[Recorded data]
::::::

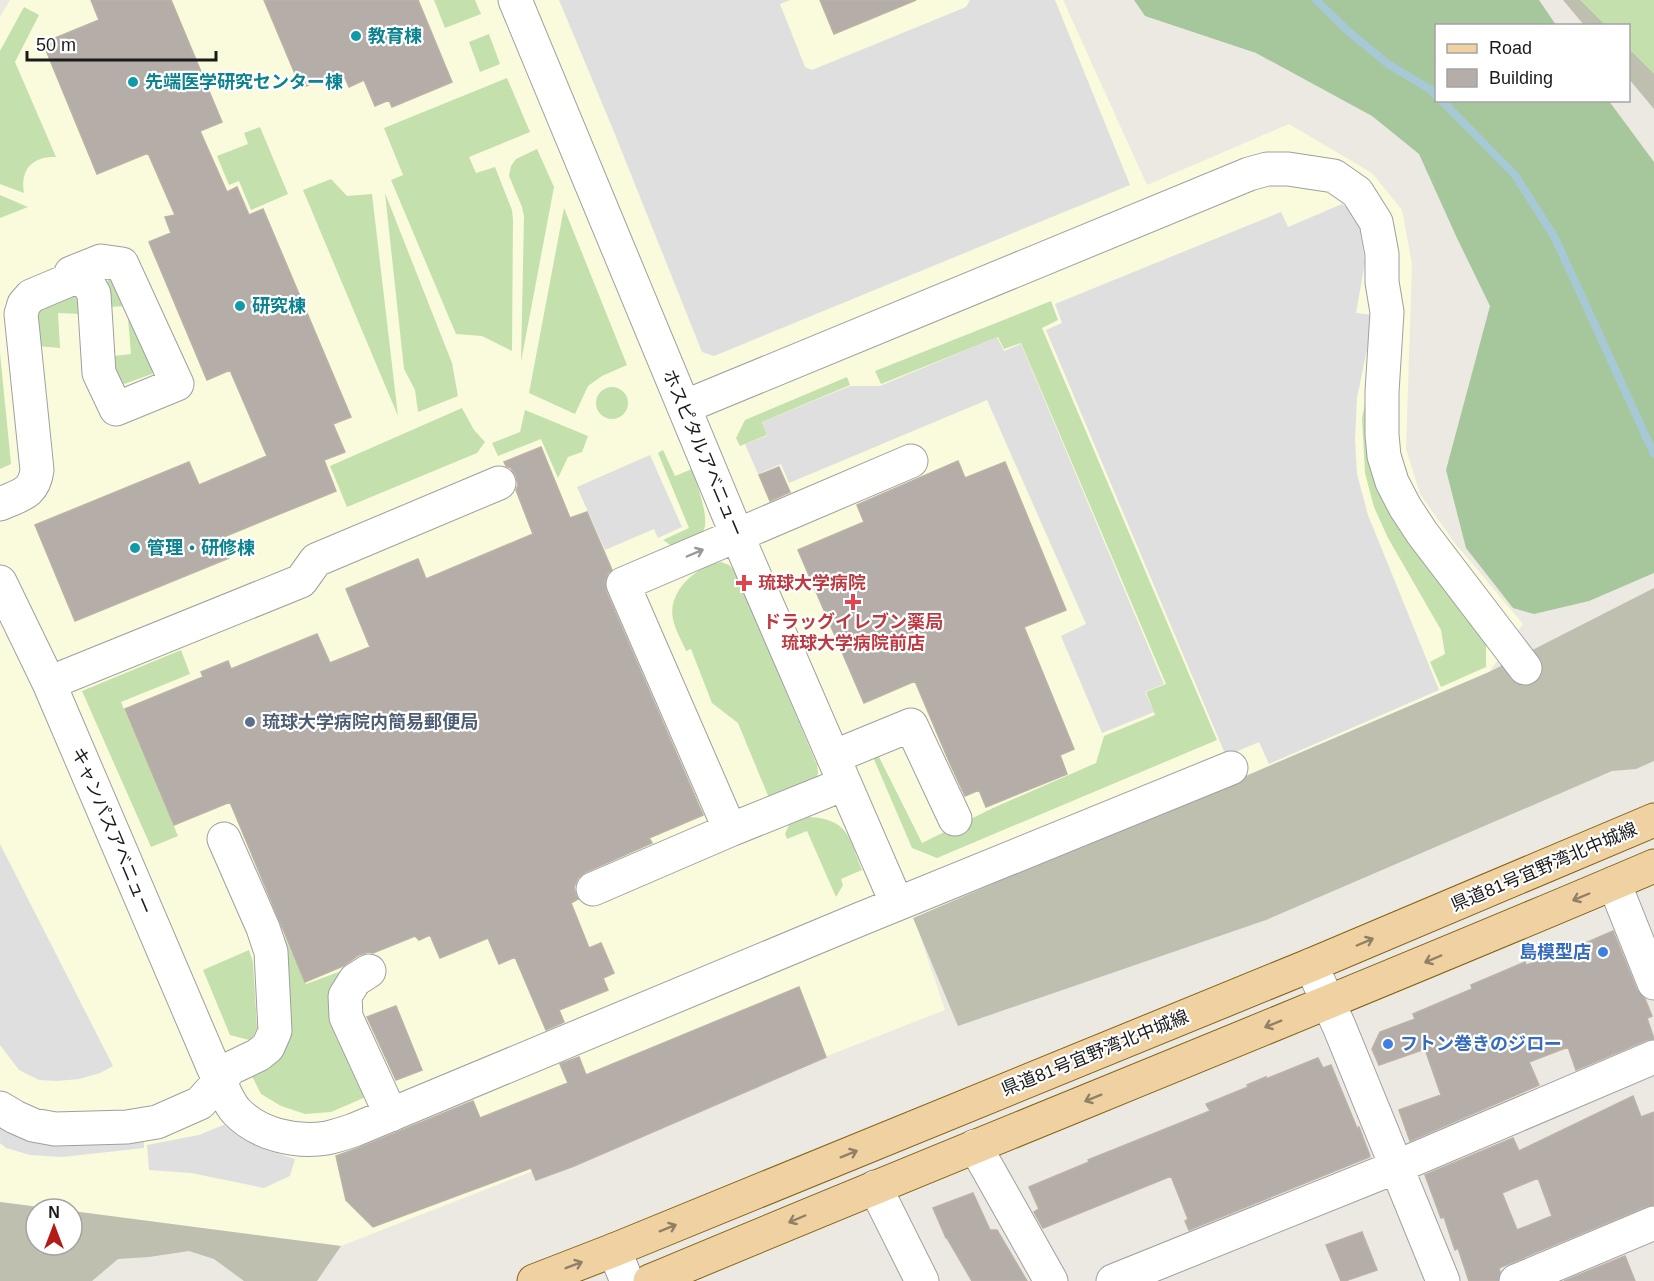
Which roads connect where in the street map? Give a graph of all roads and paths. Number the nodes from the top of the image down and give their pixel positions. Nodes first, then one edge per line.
1 (515, 0) edge
2 (68, 280) dead end
3 (684, 407) junction
4 (911, 461) dead end
5 (499, 483) dead end
6 (0, 504) edge
7 (737, 535) junction
8 (0, 582) edge
9 (1526, 668) dead end
10 (49, 683) junction
11 (1231, 768) dead end
12 (839, 771) junction
13 (955, 819) dead end
14 (1654, 820) edge
15 (730, 830) junction
16 (224, 839) dead end
17 (1654, 866) edge
18 (1614, 883) junction
19 (593, 889) dead end
20 (897, 904) junction
21 (1311, 965) junction
22 (369, 971) dead end
23 (1654, 983) edge
24 (1328, 1003) junction
25 (1654, 1057) edge
26 (220, 1083) junction
27 (0, 1108) edge
28 (391, 1115) junction
29 (975, 1146) junction
30 (1396, 1167) junction
31 (875, 1187) junction
32 (1654, 1222) edge
33 (614, 1250) junction
34 (534, 1281) edge
35 (627, 1281) edge
36 (650, 1281) edge
37 (922, 1281) edge
38 (1051, 1281) edge
39 (1113, 1281) edge
40 (1443, 1281) edge
41 (1516, 1281) edge

1 - 3 street, ホスピタルアベニュー
2 - 6 street
3 - 7 street, ホスピタルアベニュー
3 - 9 street
4 - 7 street
5 - 10 street
7 - 12 street, ホスピタルアベニュー
15 -> 7 street
8 - 10 street, キャンパスアベニュー
10 - 26 street, キャンパスアベニュー
11 - 20 street, キャンパスアベニュー
12 - 13 street
12 - 15 street
12 - 20 street, ホスピタルアベニュー
21 -> 14 main road, 県道81号宜野湾北中城線
15 - 19 street
16 - 26 street
17 - 18 main road
18 - 23 street
18 -> 24 main road
20 - 28 street, キャンパスアベニュー
21 - 24 street
33 -> 21 main road, 県道81号宜野湾北中城線
22 - 28 street
24 -> 29 main road
24 - 30 street
25 - 30 street
26 - 27 street
26 - 28 street, キャンパスアベニュー
29 - 31 main road
29 - 38 street
30 - 39 street
30 - 40 street
31 -> 36 main road
31 - 37 street
32 - 41 street
34 -> 33 main road, 県道81号宜野湾北中城線
33 - 35 street

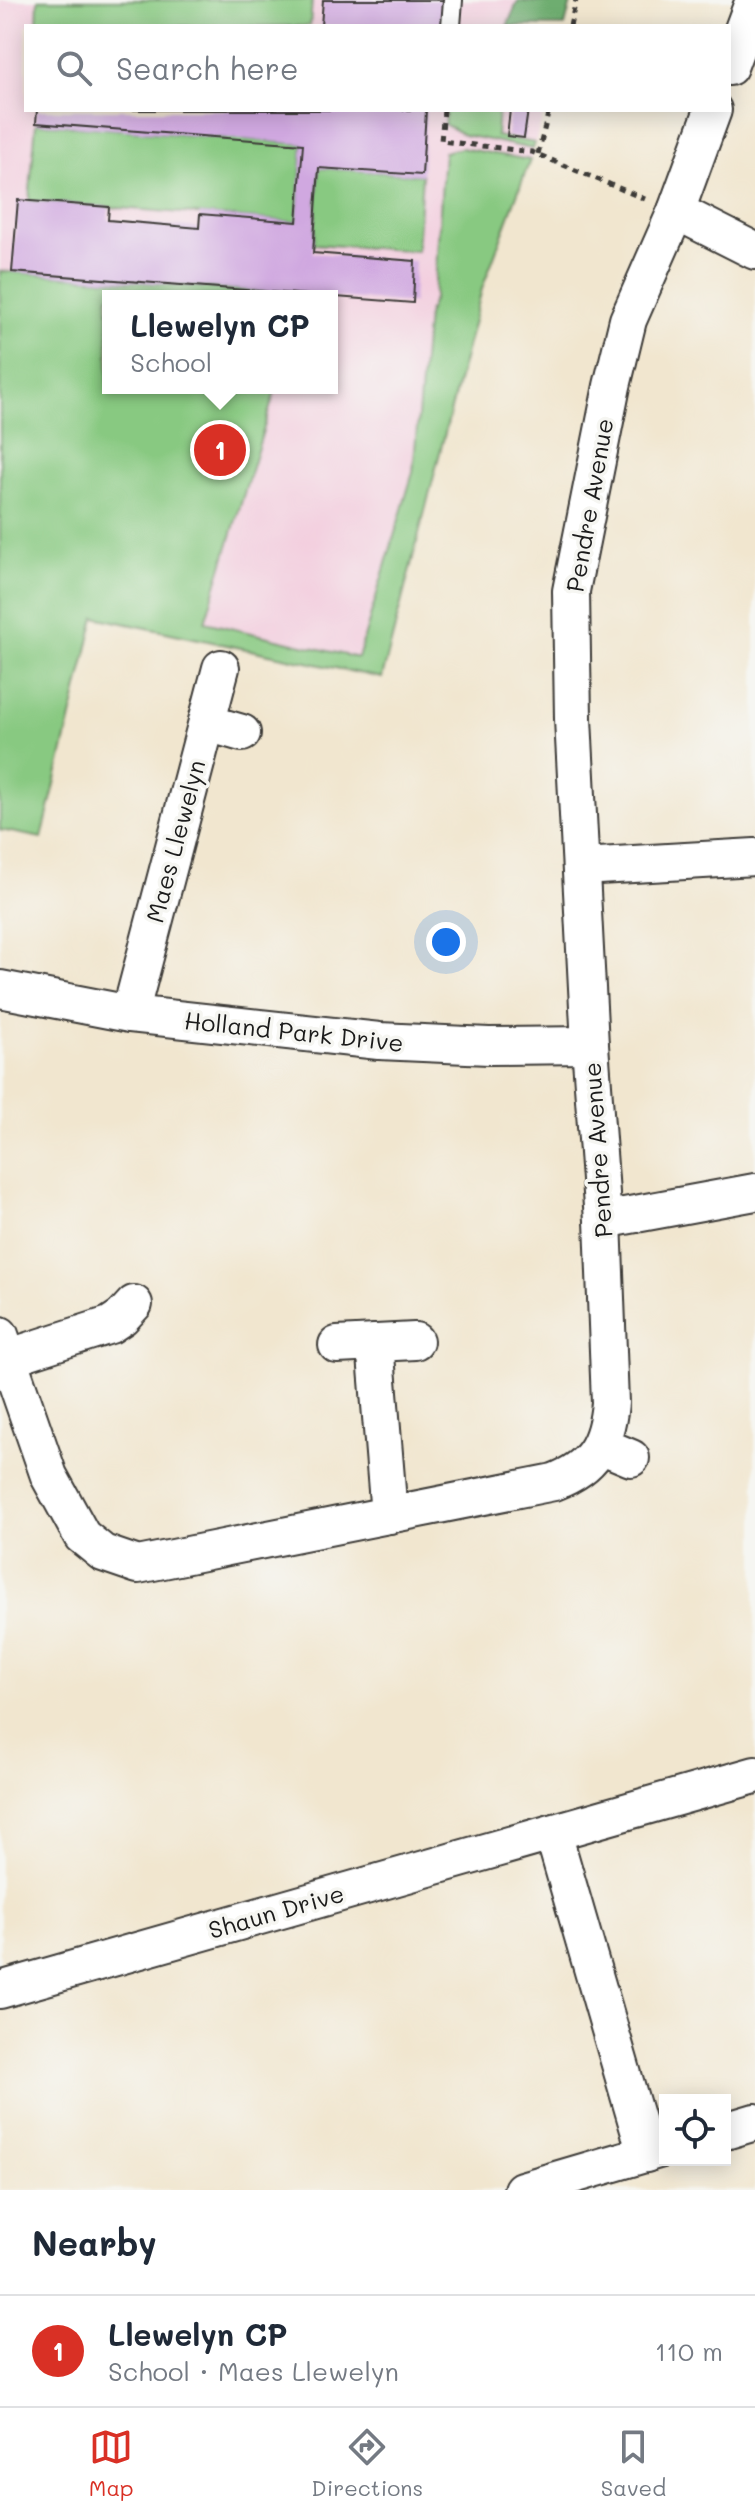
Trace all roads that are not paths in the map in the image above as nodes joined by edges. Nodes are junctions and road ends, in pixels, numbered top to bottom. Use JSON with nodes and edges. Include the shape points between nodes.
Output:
{"nodes":[{"id":1,"x":453,"y":0,"type":"edge"},
{"id":2,"x":754,"y":0,"type":"edge"},
{"id":3,"x":451,"y":24,"type":"edge"},
{"id":4,"x":731,"y":62,"type":"edge"},
{"id":5,"x":712,"y":112,"type":"edge"},
{"id":6,"x":676,"y":211,"type":"junction"},
{"id":7,"x":755,"y":251,"type":"edge"},
{"id":8,"x":221,"y":668,"type":"dead end"},
{"id":9,"x":207,"y":723,"type":"junction"},
{"id":10,"x":242,"y":733,"type":"dead end"},
{"id":11,"x":755,"y":857,"type":"edge"},
{"id":12,"x":581,"y":867,"type":"junction"},
{"id":13,"x":0,"y":989,"type":"edge"},
{"id":14,"x":130,"y":1014,"type":"junction"},
{"id":15,"x":590,"y":1045,"type":"junction"},
{"id":16,"x":755,"y":1192,"type":"edge"},
{"id":17,"x":603,"y":1220,"type":"junction"},
{"id":18,"x":134,"y":1304,"type":"dead end"},
{"id":19,"x":415,"y":1341,"type":"dead end"},
{"id":20,"x":375,"y":1343,"type":"junction"},
{"id":21,"x":337,"y":1345,"type":"dead end"},
{"id":22,"x":4,"y":1347,"type":"edge"},
{"id":23,"x":389,"y":1515,"type":"junction"},
{"id":24,"x":755,"y":1775,"type":"edge"},
{"id":25,"x":553,"y":1833,"type":"junction"},
{"id":26,"x":0,"y":1990,"type":"edge"},
{"id":27,"x":755,"y":2122,"type":"edge"},
{"id":28,"x":731,"y":2129,"type":"edge"},
{"id":29,"x":656,"y":2151,"type":"edge"},
{"id":30,"x":524,"y":2190,"type":"edge"}],
"edges":[{"from":1,"to":3,"type":"lane"},
{"from":2,"to":4,"type":"street"},
{"from":5,"to":6,"type":"street","name":"Pendre Avenue"},
{"from":6,"to":7,"type":"street"},
{"from":6,"to":12,"type":"street","name":"Pendre Avenue","via":[[628,320],[571,591]]},
{"from":8,"to":9,"type":"street","name":"Maes Llewelyn"},
{"from":9,"to":10,"type":"street"},
{"from":9,"to":14,"type":"street","name":"Maes Llewelyn"},
{"from":11,"to":12,"type":"street"},
{"from":12,"to":15,"type":"street","name":"Pendre Avenue"},
{"from":13,"to":14,"type":"street","name":"Holland Park Drive"},
{"from":14,"to":15,"type":"street","name":"Holland Park Drive","via":[[379,1041]]},
{"from":15,"to":17,"type":"street","name":"Pendre Avenue"},
{"from":16,"to":17,"type":"street"},
{"from":17,"to":23,"type":"street","name":"Pendre Avenue","via":[[608,1425],[616,1451],[554,1482]]},
{"from":18,"to":22,"type":"street","via":[[110,1325]]},
{"from":19,"to":20,"type":"street"},
{"from":20,"to":21,"type":"street"},
{"from":20,"to":23,"type":"street"},
{"from":22,"to":23,"type":"street","name":"Pendre Avenue","via":[[49,1476],[82,1536],[103,1553],[138,1565]]},
{"from":24,"to":25,"type":"street","name":"Shaun Drive"},
{"from":25,"to":26,"type":"street","name":"Shaun Drive"},
{"from":25,"to":29,"type":"street"},
{"from":27,"to":28,"type":"street"},
{"from":29,"to":30,"type":"street"}]}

::::::

Please show all lines from the entries that contain the word "Pendre".

{"from":5,"to":6,"type":"street","name":"Pendre Avenue"},
{"from":6,"to":12,"type":"street","name":"Pendre Avenue","via":[[628,320],[571,591]]},
{"from":12,"to":15,"type":"street","name":"Pendre Avenue"},
{"from":15,"to":17,"type":"street","name":"Pendre Avenue"},
{"from":17,"to":23,"type":"street","name":"Pendre Avenue","via":[[608,1425],[616,1451],[554,1482]]},
{"from":22,"to":23,"type":"street","name":"Pendre Avenue","via":[[49,1476],[82,1536],[103,1553],[138,1565]]},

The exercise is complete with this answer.